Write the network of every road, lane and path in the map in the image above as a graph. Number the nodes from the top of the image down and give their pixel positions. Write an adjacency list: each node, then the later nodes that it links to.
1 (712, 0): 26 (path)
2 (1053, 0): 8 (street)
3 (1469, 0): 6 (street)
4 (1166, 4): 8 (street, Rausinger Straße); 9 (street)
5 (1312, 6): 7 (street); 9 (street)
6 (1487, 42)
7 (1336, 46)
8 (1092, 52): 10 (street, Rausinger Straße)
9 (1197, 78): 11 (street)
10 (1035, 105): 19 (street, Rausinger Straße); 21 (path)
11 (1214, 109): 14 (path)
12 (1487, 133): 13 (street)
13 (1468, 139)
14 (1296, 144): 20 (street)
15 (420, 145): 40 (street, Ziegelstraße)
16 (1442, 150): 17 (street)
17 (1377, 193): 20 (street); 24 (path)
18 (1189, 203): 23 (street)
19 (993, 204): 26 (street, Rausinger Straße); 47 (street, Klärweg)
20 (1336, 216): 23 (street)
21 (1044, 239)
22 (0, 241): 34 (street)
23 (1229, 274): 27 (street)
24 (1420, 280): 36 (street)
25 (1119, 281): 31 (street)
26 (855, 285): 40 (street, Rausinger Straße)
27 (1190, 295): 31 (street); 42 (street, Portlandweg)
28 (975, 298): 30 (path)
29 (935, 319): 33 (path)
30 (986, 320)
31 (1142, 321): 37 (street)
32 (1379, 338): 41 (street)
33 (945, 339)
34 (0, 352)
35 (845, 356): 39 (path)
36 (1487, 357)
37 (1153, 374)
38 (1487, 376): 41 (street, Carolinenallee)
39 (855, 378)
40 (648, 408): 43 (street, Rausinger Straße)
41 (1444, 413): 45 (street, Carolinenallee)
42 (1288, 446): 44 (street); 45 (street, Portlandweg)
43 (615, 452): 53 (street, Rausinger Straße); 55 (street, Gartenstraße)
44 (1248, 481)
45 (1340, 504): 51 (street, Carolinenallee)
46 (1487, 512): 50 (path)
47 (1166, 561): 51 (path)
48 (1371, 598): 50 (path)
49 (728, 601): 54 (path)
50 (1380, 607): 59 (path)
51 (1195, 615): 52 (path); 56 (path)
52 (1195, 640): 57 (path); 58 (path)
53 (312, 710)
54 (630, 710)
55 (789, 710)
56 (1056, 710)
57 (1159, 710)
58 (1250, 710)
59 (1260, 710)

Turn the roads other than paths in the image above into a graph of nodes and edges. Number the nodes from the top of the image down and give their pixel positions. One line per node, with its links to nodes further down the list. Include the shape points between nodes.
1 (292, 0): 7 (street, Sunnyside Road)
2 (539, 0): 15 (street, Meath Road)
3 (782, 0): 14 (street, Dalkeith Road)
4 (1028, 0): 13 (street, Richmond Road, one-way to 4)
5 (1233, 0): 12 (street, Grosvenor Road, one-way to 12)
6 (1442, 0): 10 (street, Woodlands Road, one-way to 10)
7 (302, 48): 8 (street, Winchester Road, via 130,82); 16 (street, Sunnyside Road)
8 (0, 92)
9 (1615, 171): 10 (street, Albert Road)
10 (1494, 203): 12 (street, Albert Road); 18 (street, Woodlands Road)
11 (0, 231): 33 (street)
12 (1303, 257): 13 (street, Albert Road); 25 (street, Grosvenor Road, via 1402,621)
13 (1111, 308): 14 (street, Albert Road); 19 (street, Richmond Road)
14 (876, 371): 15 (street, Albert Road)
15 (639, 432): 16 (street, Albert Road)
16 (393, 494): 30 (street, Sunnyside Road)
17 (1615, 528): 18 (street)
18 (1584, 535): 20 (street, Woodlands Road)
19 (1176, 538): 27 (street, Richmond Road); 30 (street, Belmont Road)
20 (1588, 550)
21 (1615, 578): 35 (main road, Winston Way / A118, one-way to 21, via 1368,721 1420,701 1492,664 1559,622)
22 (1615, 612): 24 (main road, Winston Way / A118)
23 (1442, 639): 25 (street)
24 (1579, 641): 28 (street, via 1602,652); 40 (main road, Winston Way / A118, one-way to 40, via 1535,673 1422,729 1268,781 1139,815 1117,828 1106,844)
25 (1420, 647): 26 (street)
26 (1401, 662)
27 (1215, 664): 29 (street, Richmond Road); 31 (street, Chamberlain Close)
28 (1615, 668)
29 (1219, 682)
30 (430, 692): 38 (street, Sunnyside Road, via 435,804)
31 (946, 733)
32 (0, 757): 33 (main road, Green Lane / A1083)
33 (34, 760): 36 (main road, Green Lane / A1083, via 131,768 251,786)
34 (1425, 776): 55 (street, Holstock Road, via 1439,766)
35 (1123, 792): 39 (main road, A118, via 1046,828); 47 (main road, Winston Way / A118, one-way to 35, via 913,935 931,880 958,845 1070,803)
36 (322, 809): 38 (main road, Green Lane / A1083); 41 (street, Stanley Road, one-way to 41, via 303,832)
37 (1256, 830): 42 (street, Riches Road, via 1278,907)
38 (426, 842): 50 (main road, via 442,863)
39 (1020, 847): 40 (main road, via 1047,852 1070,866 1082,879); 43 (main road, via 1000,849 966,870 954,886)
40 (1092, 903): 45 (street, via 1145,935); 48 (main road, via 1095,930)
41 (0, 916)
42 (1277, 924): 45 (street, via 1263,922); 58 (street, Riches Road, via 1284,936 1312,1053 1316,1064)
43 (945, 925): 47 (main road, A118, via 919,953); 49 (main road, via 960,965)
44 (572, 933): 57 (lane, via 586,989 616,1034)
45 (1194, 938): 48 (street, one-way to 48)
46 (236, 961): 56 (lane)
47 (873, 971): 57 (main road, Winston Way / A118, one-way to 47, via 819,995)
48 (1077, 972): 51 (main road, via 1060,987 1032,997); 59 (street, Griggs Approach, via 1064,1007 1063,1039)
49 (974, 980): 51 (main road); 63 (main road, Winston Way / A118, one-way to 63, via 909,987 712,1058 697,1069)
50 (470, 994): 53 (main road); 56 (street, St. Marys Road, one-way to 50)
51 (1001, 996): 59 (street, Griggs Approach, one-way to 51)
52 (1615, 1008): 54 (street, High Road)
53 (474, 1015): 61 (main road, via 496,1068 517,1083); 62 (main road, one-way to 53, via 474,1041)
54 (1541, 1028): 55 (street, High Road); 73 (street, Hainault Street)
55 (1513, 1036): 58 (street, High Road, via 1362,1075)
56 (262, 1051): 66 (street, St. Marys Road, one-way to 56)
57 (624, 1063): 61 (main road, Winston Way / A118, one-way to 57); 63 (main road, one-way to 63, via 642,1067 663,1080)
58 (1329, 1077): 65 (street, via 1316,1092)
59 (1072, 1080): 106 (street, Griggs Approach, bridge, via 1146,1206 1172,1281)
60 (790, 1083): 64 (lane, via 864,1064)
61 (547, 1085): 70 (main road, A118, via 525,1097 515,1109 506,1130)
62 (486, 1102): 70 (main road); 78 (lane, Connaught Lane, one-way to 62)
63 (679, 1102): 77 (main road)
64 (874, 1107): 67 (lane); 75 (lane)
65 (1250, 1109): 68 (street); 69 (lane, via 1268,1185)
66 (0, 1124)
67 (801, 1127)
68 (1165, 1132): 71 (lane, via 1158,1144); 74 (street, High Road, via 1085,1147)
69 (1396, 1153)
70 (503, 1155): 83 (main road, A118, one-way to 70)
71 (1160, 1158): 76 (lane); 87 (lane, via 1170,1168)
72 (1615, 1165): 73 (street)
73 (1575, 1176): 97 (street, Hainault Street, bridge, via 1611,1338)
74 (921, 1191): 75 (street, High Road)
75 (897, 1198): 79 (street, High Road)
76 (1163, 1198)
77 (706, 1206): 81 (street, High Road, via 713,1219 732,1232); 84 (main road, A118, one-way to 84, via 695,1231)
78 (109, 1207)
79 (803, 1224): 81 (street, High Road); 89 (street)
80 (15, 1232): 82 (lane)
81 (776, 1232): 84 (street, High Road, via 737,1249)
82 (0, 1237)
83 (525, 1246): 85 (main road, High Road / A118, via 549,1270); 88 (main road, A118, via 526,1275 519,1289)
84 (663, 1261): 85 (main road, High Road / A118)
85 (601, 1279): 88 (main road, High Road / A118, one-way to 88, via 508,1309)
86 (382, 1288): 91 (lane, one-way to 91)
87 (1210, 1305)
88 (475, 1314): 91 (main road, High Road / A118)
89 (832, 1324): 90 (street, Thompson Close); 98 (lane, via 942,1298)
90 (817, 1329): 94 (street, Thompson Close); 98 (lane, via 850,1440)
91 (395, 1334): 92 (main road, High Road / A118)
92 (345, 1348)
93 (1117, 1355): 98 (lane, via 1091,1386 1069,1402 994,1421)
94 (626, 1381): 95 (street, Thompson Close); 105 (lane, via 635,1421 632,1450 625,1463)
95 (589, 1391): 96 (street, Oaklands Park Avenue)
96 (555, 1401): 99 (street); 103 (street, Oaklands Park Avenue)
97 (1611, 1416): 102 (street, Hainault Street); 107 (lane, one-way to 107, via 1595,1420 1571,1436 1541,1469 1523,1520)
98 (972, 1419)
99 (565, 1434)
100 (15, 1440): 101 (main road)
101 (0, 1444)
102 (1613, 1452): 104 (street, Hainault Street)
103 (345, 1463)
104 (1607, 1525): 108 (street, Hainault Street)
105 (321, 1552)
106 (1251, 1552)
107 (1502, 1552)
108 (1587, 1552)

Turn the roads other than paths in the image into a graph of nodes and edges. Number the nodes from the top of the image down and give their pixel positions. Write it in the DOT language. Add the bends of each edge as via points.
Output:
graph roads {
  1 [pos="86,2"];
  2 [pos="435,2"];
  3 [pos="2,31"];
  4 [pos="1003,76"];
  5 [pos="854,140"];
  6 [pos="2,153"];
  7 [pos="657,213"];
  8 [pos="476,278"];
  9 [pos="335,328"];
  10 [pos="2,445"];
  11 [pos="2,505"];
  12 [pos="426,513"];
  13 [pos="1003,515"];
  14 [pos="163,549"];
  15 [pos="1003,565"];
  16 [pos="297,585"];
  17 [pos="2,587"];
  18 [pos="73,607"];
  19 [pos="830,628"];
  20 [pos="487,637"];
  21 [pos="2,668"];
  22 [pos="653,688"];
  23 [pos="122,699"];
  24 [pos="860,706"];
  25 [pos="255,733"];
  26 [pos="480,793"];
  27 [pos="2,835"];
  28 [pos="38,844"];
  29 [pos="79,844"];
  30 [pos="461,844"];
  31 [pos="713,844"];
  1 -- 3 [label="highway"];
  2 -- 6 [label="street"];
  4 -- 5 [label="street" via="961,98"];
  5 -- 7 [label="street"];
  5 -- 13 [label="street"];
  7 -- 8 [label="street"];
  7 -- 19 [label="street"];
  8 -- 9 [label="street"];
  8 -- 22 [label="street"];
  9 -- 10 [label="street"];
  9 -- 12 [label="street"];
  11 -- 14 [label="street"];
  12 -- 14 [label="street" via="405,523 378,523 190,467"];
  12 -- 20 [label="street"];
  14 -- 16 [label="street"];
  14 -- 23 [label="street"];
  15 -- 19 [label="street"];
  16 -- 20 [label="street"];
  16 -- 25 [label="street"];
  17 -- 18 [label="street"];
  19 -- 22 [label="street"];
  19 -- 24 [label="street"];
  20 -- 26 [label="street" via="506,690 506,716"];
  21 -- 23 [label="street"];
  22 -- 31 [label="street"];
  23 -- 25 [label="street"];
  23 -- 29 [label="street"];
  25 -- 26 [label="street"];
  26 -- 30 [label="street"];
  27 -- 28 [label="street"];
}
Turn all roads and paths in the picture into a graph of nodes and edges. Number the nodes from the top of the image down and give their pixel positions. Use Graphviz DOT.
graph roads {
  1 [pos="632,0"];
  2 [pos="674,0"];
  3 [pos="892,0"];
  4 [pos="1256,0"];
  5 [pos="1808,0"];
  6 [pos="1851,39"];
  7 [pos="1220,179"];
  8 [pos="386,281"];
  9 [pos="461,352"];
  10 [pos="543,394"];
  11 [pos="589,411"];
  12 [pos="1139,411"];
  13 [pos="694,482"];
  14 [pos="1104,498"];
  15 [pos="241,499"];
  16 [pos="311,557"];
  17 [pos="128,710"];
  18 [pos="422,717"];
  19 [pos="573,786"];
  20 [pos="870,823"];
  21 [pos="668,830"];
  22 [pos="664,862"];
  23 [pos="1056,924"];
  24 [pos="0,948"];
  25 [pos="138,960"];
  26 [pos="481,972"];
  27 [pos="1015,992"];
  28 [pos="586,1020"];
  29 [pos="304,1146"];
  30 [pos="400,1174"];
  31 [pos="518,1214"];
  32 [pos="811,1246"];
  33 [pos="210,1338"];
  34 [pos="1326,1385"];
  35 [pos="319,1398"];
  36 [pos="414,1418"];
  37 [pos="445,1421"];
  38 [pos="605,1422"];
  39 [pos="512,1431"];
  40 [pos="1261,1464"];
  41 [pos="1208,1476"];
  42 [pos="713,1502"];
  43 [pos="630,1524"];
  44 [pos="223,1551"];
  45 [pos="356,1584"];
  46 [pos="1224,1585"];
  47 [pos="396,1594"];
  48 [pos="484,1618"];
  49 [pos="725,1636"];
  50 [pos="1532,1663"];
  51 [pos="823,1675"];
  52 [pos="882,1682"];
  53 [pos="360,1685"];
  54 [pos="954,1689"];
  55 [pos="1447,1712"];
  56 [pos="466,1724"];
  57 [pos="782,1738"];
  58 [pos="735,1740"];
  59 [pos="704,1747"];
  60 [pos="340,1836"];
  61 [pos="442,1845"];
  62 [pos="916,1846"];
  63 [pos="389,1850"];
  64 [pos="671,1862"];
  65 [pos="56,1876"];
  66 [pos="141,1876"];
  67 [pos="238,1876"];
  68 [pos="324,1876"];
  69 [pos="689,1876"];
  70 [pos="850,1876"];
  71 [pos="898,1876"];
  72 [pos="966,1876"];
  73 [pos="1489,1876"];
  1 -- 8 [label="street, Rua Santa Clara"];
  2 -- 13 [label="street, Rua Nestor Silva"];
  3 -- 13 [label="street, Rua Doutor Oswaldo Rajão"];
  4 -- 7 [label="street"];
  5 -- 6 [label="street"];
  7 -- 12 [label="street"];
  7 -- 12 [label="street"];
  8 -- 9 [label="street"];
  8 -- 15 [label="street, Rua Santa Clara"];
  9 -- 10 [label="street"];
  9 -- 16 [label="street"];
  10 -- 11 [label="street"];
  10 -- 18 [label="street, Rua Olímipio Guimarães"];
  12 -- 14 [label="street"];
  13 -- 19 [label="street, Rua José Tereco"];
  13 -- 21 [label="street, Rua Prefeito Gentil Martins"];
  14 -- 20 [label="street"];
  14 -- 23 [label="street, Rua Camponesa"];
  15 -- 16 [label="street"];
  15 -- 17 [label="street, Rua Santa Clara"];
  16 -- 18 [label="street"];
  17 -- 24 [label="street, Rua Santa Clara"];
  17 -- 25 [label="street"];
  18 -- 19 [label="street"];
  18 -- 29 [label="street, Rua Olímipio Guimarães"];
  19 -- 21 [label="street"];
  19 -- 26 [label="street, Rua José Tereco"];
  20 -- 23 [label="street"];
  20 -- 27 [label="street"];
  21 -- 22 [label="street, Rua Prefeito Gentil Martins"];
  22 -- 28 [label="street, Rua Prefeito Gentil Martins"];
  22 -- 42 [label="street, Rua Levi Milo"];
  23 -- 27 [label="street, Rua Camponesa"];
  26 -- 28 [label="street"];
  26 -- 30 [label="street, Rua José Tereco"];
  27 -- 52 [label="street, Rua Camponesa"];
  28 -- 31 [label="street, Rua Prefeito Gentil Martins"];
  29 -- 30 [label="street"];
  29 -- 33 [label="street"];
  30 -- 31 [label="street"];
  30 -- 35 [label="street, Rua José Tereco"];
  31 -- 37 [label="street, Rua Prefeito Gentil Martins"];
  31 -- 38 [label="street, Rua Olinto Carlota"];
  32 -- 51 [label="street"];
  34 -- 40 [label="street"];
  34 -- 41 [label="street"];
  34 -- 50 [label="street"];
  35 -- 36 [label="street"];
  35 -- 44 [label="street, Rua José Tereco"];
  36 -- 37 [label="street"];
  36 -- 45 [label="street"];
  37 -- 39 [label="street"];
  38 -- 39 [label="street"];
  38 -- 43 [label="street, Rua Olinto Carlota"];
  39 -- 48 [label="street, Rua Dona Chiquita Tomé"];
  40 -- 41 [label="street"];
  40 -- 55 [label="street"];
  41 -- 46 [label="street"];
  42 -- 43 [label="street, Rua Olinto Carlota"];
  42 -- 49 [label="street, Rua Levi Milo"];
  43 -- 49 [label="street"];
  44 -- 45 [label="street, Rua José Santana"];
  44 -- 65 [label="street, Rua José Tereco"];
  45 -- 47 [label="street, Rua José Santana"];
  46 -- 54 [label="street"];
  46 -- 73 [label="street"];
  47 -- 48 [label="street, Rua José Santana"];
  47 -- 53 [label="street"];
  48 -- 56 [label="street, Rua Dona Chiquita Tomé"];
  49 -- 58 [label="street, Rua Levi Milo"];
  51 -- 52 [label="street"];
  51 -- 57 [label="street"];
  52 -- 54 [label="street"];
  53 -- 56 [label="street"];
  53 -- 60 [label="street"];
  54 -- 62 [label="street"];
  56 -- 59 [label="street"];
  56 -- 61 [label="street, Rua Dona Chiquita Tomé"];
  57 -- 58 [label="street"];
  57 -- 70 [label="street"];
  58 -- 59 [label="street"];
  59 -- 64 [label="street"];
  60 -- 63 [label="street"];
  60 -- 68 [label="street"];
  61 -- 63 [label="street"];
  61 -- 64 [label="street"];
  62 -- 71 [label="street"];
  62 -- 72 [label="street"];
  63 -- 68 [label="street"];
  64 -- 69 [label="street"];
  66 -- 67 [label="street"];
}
========
#### Task
Look through the material above for the word "Camponesa" and copy every line that has it.

#### Problem solution
  14 -- 23 [label="street, Rua Camponesa"];
  23 -- 27 [label="street, Rua Camponesa"];
  27 -- 52 [label="street, Rua Camponesa"];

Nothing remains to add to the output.